„Good Bye Berlin“ von Constanza Macras und Dorky Park 

Staying alive

Constanza Macras und Dorky Park mit „Good Bye Berlin“ an der Volksbühne am Rosa-Luxemburg-Platz

Zweieinhalb Stunden Elektrobeat, Sex, Drugs, viel nackte Haut und immer wieder der Tod – Constanza Macras bleibt sich auch bei ihrer vorerst letzten Inszenierung an der Volksbühne treu und überschüttet  das Publikum mit Bildern.

Berlin, 31/10/2025

Ein Tänzer betritt die leere Bühne mit langer glitzernder Schleppe, einem Hauch von Kostüm in schwarz und gold am Körper und federverzierten Ärmeln. Er steht in Mary Wigmann-Pose mit erhobenen Armen und auf den Fußspitzen tänzelnd bis er zusammenbricht – ein Friedensengel, eine Schöne der Nacht? Angeweht vom Hauch der Geschichte?

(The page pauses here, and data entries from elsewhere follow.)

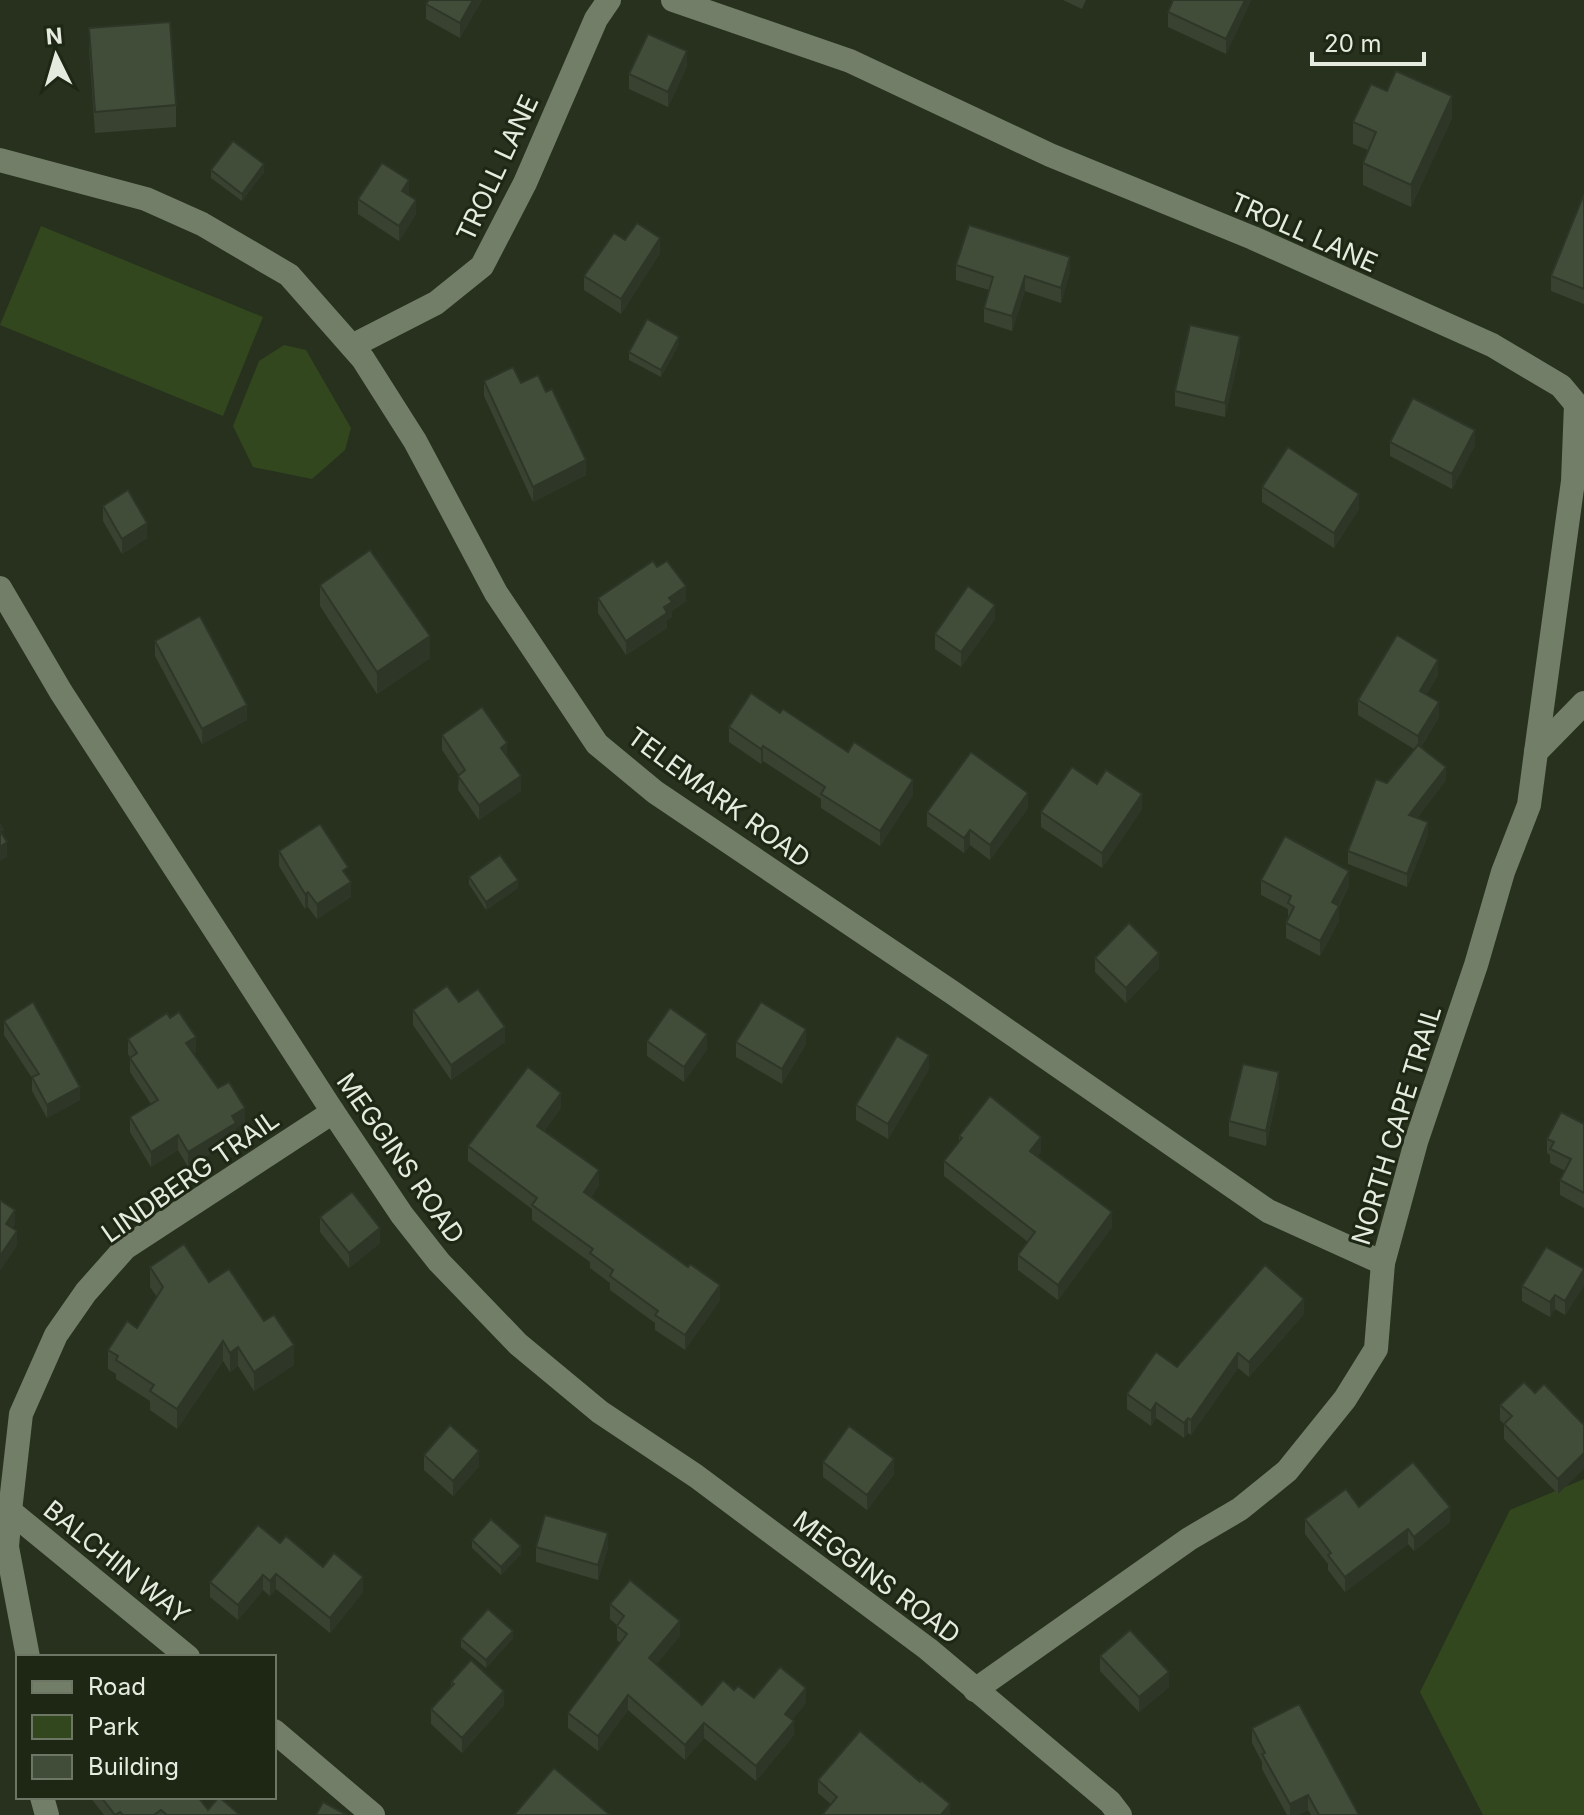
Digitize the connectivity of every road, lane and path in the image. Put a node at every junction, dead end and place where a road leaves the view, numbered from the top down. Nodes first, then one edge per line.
1 (609, 0) edge
2 (673, 0) edge
3 (0, 160) edge
4 (352, 346) junction
5 (0, 588) edge
6 (1584, 703) edge
7 (1536, 752) junction
8 (333, 1112) junction
9 (1383, 1263) junction
10 (10, 1511) junction
11 (28, 1655) edge
12 (186, 1655) edge
13 (975, 1690) junction
14 (276, 1733) edge
15 (373, 1815) edge
16 (1120, 1815) edge

1 - 4 street, TROLL LANE
2 - 7 street, TROLL LANE
3 - 4 street, TELEMARK ROAD
4 - 9 street, TELEMARK ROAD
5 - 8 street, MEGGINS ROAD
6 - 7 street
7 - 9 street, NORTH CAPE TRAIL
8 - 10 street, LINDBERG TRAIL
8 - 13 street, MEGGINS ROAD
9 - 13 street, NORTH CAPE TRAIL
10 - 11 street, LINDBERG TRAIL
10 - 12 street, BALCHIN WAY
13 - 16 street, MEGGINS ROAD
14 - 15 street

Auf der großen Projektionsfläche der halbrunden Bühne erscheinen Filme und Bilder und zeigen das Berlin der 20er und 30er Jahre. „Berlin ist stimulierend wie Arsen“, deklariert davor in Schwarz mit Melone der omnipräsente und überragende Darsteller und Tänzer Campbell Caspary. Bei den Worten „Berlin ist immer in Bewegung“ fällt er gekonnt von einer Treppe in eine Choreografie, bei der das 14-köpfige Ensemble von Dorky Park im Nachtclub-Tanzstil verdammt viel nackten Hintern zeigt: Gekonnt wackelnd, Beine spreizend mit schwarzem Stringtanga und im Kettenhemd. 

Es ist eines der vielen Zitate an diesem Abend, mit denen Constanza Macras  die goldenen 1920er Jahre heraufbeschwört – den „Tanz auf dem Vulkan“ vor dem Zusammenbruch der Republik und dem Aufkommen des Faschismus. Die Parallelen zum heute drängen sich auf. Das ist der rote Faden, der sich durch den sehr langen Abend zieht. Immer wieder wechseln die Bilder der losen Nummernfolge vom heute zum gestern und umgekehrt.

Leni Riefenstahl, das Berghain und Christopher Isherwoods Geist

Die eindrücklichsten Bilder entstehen in der Gleichzeitigkeit. Wenn vor einem Bergmassiv Tänzer*innen in weißen Hängerchen für einen Film von Leni Riefenstahl posieren und gleichzeitig auf der Rückseite der Kulisse andere im schwarzledernen Berghain Sadomaso-Outfit auf härteste Technobeats (Sound: Robert Lippock) bis zur sexuellen Ekstase tanzen. Dass immer mehr von ihnen den Berggipfel erklimmen, ihre weißen Hemdchen ausziehen und darunter das Schwarzlederne tragen, das ist die Botschaft.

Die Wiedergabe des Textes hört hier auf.